[INFORMATION PROVIDED — start]
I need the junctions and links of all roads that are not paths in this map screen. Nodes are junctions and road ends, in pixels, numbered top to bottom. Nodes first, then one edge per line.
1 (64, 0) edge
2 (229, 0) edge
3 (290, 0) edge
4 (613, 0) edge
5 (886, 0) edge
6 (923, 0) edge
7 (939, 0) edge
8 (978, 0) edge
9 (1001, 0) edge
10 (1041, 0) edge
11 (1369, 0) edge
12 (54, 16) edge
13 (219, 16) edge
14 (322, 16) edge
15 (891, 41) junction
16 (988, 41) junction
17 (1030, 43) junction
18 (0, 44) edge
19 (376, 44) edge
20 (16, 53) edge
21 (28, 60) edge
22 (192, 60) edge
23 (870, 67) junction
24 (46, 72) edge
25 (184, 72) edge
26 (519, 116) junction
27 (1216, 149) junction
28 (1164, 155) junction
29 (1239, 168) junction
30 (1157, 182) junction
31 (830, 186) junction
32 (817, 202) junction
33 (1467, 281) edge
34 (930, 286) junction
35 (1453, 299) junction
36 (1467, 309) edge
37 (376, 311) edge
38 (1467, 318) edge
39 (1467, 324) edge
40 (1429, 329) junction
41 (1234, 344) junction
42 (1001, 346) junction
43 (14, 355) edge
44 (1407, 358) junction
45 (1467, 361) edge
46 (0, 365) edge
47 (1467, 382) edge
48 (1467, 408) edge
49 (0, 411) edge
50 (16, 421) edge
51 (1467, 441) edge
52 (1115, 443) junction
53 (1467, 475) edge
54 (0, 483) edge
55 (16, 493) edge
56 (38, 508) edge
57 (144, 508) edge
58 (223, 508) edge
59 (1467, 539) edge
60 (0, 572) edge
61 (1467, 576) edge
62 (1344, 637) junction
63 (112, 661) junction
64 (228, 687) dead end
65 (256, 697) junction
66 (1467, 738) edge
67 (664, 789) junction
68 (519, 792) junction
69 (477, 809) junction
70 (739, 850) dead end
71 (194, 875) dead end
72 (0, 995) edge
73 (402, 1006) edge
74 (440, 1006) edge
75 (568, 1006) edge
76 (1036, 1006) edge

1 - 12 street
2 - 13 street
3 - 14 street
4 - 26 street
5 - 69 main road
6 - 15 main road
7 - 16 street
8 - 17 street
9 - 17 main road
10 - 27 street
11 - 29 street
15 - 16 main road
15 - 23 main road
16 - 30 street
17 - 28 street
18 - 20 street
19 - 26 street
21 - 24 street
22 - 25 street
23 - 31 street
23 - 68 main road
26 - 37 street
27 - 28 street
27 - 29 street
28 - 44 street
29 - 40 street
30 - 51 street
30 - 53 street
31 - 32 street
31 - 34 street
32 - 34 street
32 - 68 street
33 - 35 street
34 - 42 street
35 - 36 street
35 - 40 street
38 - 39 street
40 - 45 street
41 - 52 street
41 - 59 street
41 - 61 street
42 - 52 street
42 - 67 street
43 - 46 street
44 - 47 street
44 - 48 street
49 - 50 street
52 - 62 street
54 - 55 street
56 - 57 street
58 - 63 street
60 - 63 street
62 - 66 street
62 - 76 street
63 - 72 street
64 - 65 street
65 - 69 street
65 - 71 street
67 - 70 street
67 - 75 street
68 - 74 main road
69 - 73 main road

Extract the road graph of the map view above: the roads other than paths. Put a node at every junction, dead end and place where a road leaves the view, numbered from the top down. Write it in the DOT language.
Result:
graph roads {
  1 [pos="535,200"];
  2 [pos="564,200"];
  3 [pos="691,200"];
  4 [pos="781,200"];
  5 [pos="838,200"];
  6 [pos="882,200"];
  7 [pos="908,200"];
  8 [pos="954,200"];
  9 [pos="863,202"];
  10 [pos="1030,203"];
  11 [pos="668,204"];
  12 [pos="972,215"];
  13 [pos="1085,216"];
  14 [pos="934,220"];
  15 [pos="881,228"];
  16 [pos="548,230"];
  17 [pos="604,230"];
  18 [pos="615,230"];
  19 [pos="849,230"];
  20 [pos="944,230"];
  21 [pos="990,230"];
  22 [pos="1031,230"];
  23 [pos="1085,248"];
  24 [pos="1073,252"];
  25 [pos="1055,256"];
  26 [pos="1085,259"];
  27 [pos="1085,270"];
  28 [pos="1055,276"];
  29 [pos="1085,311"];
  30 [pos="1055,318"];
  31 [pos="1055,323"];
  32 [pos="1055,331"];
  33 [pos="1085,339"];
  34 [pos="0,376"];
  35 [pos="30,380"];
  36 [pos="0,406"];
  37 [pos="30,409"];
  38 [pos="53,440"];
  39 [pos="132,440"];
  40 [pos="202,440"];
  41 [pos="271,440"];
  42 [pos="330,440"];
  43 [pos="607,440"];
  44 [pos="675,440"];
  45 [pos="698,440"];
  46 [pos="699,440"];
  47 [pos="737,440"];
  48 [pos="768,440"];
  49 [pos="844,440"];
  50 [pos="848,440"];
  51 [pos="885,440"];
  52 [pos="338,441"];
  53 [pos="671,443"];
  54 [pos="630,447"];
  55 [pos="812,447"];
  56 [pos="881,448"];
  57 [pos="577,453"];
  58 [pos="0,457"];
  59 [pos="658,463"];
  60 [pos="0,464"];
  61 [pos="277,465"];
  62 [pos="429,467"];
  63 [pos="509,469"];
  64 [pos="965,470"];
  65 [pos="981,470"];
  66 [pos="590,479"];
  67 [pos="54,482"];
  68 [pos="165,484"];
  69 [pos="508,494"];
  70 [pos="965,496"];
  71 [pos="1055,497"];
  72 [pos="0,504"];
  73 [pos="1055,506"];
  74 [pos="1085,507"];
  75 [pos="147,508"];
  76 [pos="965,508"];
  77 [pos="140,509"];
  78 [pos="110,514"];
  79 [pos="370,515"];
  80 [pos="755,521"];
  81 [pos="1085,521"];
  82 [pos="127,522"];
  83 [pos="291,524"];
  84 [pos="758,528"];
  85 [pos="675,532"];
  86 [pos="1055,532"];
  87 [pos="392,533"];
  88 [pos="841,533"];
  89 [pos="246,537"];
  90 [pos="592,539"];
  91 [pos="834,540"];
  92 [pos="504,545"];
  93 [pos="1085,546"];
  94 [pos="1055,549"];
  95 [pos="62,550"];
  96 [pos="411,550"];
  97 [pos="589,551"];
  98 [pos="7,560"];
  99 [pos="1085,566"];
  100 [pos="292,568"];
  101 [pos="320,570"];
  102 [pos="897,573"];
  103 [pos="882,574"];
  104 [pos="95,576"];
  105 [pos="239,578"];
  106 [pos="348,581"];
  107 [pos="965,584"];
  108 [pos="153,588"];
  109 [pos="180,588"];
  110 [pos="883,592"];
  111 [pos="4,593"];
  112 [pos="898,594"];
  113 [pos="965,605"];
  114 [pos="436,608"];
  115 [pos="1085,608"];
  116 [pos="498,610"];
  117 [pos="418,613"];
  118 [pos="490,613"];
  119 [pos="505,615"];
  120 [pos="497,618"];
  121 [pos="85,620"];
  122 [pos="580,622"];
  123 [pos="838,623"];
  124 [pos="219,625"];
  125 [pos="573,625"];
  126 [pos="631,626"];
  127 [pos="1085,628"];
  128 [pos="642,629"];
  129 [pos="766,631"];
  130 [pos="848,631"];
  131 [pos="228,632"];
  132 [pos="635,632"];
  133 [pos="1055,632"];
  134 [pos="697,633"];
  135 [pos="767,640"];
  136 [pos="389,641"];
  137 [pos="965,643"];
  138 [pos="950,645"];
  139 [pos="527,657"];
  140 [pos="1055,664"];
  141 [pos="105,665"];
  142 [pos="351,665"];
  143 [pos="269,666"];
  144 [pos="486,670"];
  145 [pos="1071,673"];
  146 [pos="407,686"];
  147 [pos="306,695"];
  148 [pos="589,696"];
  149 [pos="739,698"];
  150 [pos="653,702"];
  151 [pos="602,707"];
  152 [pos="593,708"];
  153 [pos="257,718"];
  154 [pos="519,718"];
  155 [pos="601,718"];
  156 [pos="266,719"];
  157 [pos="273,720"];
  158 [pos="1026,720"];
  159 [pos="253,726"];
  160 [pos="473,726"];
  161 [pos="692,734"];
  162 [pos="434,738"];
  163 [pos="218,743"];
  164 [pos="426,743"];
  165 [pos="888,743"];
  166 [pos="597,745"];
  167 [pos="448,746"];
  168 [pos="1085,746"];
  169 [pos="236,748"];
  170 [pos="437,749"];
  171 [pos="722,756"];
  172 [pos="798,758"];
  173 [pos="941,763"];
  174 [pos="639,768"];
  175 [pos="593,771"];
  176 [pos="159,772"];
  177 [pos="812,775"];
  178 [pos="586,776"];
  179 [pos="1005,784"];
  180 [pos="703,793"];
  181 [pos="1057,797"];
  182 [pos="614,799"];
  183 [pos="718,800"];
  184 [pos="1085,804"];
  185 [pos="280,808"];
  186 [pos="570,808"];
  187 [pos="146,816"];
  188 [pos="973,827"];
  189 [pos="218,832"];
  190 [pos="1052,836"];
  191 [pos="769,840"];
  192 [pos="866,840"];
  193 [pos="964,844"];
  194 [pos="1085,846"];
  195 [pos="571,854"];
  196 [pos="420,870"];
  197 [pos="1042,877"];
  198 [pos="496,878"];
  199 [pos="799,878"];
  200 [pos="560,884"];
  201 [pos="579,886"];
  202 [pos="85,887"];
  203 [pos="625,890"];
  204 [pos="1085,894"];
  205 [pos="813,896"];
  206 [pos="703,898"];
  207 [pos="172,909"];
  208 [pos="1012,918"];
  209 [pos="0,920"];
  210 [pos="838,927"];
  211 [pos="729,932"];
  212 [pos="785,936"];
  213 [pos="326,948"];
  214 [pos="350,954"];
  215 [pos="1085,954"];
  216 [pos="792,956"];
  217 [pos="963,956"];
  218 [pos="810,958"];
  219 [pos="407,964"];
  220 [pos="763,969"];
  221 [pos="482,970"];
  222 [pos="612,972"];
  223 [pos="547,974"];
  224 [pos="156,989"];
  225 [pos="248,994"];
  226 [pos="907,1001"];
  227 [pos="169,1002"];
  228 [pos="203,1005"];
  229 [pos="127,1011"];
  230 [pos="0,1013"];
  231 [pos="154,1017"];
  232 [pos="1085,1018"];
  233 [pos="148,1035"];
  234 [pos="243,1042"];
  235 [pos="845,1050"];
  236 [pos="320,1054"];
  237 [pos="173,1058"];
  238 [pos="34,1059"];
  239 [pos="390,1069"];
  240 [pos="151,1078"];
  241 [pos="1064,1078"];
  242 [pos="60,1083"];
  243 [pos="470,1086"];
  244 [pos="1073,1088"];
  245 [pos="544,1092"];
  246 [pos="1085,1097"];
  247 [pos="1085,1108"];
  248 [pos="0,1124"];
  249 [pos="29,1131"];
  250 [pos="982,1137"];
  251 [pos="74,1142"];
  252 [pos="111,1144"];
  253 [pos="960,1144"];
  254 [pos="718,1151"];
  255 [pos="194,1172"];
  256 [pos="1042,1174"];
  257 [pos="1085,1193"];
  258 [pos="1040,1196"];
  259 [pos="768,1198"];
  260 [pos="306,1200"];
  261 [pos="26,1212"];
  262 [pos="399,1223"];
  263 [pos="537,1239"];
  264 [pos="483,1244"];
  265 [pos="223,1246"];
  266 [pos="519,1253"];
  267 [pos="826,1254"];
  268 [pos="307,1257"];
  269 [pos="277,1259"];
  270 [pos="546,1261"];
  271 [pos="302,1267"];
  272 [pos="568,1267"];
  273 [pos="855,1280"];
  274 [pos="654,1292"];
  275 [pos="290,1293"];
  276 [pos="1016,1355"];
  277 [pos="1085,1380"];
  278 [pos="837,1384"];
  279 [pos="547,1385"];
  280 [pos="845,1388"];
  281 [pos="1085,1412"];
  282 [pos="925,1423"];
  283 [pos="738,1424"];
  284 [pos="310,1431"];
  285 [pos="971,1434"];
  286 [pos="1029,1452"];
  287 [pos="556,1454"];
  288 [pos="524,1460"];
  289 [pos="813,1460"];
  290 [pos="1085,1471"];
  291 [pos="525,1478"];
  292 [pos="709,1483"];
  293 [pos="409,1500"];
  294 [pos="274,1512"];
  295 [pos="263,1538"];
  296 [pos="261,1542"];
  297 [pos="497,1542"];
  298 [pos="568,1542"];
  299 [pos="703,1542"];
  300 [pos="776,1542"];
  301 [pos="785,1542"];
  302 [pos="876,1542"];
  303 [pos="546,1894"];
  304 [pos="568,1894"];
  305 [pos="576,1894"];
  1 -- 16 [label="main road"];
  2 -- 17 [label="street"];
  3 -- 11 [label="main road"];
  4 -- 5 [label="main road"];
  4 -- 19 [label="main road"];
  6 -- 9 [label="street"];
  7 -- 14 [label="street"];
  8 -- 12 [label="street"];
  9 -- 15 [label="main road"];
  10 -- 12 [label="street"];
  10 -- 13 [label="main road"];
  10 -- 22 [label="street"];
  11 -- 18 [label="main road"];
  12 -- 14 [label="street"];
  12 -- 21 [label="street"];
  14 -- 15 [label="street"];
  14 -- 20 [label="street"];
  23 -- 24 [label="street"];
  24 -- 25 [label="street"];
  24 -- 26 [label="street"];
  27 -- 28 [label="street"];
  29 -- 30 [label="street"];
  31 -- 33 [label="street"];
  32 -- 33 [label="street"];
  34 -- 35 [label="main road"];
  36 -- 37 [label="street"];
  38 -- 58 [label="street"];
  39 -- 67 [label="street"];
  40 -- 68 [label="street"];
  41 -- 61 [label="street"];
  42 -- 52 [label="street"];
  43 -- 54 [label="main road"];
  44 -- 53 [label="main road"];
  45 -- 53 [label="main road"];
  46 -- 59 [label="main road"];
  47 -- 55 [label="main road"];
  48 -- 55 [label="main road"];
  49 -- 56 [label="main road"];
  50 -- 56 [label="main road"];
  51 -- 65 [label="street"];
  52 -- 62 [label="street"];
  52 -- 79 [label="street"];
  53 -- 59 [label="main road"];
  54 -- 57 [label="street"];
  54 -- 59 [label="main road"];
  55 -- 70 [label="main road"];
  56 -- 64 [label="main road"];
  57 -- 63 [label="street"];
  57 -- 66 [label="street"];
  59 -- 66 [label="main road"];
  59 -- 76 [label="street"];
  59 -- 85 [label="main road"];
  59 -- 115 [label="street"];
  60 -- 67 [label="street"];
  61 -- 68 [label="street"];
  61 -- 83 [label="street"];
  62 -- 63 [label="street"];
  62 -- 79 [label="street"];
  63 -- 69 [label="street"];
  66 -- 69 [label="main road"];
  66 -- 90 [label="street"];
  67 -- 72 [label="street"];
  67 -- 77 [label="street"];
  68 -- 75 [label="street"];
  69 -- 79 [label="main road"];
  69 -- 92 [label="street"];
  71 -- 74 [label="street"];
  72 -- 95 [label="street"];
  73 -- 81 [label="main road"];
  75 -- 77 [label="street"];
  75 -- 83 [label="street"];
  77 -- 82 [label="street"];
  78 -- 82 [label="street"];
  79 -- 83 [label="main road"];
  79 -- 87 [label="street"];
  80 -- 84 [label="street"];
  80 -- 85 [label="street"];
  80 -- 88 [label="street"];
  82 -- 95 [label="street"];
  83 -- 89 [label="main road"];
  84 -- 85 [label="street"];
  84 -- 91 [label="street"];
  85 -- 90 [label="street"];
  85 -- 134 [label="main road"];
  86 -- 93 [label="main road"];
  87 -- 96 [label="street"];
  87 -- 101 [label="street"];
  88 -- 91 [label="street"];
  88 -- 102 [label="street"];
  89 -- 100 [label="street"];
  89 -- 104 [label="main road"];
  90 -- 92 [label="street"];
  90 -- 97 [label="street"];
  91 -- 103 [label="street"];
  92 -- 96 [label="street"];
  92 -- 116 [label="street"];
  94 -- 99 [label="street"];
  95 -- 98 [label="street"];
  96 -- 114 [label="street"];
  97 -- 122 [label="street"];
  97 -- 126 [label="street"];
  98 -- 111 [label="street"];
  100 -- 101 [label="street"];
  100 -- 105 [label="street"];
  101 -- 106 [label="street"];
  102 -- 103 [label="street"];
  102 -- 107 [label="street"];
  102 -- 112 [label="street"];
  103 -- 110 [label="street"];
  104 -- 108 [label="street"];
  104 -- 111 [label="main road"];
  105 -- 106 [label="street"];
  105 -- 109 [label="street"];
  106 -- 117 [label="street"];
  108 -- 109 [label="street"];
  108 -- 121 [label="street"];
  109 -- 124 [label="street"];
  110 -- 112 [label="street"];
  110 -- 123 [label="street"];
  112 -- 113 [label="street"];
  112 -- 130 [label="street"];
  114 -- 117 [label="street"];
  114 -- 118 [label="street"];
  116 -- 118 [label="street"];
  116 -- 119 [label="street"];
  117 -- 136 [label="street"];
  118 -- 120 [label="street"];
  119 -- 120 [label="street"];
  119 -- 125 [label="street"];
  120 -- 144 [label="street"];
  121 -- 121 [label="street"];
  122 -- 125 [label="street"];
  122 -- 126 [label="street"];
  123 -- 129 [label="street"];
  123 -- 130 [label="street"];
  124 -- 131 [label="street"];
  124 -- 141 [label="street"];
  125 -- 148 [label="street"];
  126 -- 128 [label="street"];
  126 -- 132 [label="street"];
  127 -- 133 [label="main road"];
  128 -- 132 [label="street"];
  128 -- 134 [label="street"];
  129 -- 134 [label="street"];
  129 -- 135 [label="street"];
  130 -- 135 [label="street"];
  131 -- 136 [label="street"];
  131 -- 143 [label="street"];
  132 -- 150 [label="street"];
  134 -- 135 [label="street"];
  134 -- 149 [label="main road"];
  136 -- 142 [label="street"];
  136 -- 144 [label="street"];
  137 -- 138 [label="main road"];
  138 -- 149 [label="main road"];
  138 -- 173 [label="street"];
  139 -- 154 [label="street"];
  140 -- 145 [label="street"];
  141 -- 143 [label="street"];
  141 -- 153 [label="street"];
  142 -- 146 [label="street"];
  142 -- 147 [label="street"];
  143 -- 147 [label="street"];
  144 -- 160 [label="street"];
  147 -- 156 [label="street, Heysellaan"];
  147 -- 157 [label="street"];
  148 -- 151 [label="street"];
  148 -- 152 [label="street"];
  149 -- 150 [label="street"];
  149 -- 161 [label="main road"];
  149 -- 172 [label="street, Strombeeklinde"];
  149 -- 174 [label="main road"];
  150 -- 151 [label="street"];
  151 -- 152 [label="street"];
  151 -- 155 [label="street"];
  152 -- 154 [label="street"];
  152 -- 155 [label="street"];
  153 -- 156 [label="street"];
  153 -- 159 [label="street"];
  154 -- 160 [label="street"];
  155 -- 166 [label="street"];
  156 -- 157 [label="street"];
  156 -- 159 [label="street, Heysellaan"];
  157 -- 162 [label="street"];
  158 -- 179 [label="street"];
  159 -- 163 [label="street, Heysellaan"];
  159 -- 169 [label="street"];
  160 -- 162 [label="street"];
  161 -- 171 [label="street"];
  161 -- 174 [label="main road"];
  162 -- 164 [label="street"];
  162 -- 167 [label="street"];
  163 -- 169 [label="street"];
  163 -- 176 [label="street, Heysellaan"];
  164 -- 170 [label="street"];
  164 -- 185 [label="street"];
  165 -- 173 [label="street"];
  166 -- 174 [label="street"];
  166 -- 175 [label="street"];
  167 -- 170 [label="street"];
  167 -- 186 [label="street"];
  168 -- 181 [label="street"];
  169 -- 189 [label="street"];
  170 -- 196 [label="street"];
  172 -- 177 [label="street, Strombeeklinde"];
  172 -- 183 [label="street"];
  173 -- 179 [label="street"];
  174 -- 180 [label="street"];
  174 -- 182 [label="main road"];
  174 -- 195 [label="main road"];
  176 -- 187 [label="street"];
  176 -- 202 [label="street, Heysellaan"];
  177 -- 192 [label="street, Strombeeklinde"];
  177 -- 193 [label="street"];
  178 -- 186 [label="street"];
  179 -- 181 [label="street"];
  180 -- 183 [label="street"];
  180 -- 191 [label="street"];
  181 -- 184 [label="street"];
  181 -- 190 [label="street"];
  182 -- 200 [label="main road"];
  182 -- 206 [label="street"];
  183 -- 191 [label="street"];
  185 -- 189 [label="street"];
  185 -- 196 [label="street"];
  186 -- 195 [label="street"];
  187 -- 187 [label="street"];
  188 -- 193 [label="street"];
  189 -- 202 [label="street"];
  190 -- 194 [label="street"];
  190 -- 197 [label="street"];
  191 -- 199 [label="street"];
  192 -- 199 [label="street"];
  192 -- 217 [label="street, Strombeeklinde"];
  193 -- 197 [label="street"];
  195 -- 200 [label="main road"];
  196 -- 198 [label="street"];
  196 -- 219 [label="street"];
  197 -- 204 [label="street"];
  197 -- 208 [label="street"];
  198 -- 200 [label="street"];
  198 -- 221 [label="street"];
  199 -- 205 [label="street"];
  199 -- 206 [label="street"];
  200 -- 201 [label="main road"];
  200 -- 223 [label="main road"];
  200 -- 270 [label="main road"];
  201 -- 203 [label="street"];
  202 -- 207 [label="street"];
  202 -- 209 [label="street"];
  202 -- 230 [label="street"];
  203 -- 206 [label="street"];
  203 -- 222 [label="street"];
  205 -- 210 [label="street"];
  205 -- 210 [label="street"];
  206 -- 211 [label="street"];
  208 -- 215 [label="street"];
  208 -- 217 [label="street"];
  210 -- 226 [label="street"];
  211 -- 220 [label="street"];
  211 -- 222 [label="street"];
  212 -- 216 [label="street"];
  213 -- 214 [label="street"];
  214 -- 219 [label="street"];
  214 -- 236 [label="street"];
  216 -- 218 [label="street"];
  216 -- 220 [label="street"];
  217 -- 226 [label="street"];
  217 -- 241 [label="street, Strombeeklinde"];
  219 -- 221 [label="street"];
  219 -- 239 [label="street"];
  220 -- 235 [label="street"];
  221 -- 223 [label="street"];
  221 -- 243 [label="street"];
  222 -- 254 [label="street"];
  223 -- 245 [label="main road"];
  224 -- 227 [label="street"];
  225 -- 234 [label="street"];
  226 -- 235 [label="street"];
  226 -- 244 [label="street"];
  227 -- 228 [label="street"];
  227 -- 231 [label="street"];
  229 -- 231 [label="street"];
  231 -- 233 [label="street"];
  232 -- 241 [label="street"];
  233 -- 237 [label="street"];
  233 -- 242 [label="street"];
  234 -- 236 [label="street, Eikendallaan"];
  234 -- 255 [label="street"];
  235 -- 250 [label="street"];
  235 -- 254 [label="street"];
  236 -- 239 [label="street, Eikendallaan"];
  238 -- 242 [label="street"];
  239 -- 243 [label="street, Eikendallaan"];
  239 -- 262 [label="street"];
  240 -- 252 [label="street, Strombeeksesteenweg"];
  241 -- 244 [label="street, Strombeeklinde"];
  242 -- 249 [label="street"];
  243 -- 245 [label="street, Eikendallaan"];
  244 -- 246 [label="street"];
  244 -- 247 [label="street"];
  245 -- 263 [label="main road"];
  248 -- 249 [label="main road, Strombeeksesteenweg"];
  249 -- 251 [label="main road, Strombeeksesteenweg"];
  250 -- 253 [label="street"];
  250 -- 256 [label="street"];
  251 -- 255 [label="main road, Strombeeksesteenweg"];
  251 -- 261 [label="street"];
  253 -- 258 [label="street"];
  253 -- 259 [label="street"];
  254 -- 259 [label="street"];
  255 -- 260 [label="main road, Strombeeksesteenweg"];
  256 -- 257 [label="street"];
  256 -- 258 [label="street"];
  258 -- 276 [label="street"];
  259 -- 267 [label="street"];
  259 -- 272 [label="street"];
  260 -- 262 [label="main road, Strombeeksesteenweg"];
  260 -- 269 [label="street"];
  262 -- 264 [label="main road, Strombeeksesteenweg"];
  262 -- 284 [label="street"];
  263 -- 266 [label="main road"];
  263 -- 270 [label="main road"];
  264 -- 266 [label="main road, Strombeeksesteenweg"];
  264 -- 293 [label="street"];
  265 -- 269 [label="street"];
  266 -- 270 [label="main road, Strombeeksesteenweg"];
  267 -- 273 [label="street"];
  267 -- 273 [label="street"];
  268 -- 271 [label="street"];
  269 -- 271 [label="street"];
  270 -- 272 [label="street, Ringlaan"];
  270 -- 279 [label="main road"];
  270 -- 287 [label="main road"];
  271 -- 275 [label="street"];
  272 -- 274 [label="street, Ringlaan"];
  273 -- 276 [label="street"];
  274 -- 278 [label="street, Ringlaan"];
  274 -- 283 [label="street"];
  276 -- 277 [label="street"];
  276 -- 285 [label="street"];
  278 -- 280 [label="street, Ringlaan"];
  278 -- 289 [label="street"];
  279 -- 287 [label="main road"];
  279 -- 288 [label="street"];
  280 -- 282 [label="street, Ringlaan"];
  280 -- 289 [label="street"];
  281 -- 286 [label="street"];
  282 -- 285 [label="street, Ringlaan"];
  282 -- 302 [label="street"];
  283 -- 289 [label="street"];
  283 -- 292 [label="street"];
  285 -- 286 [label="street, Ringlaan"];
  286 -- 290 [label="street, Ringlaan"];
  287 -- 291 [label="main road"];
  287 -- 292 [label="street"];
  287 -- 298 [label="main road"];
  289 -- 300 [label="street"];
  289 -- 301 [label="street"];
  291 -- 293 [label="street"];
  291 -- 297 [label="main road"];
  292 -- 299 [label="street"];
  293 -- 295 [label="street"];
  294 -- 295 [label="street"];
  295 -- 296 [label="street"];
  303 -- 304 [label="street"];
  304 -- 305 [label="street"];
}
[INFORMATION PROVIDED — finish]
*ACTION ITEM*. Copy task for the entries above: every line with the string "Ringlaan".

*WRITTEN ANSWER*.
  270 -- 272 [label="street, Ringlaan"];
  272 -- 274 [label="street, Ringlaan"];
  274 -- 278 [label="street, Ringlaan"];
  278 -- 280 [label="street, Ringlaan"];
  280 -- 282 [label="street, Ringlaan"];
  282 -- 285 [label="street, Ringlaan"];
  285 -- 286 [label="street, Ringlaan"];
  286 -- 290 [label="street, Ringlaan"];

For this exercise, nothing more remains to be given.